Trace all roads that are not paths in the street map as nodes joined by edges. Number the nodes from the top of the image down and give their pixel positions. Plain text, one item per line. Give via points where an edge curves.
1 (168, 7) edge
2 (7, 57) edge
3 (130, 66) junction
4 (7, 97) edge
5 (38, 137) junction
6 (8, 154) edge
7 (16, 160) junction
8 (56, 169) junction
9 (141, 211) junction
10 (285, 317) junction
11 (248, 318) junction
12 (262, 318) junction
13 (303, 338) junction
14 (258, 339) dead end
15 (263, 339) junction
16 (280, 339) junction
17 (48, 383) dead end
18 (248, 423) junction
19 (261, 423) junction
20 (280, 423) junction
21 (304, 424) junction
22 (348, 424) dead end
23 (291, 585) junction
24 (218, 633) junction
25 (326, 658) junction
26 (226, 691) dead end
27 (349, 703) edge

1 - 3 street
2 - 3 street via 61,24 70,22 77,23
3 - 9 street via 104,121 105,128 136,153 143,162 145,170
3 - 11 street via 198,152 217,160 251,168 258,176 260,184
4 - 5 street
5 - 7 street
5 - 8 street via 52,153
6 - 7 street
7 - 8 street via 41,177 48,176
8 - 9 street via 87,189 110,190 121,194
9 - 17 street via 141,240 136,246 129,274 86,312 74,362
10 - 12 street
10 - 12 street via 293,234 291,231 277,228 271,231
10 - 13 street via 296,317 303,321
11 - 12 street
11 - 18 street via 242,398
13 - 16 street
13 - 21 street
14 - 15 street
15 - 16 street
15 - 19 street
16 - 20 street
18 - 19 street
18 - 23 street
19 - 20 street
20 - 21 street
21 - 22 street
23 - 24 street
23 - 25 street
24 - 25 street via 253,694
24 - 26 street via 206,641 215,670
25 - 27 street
##########
Activity:
Find how many lines of the material include the string "edge". Nothing but the number should be given.

Exercise result:
6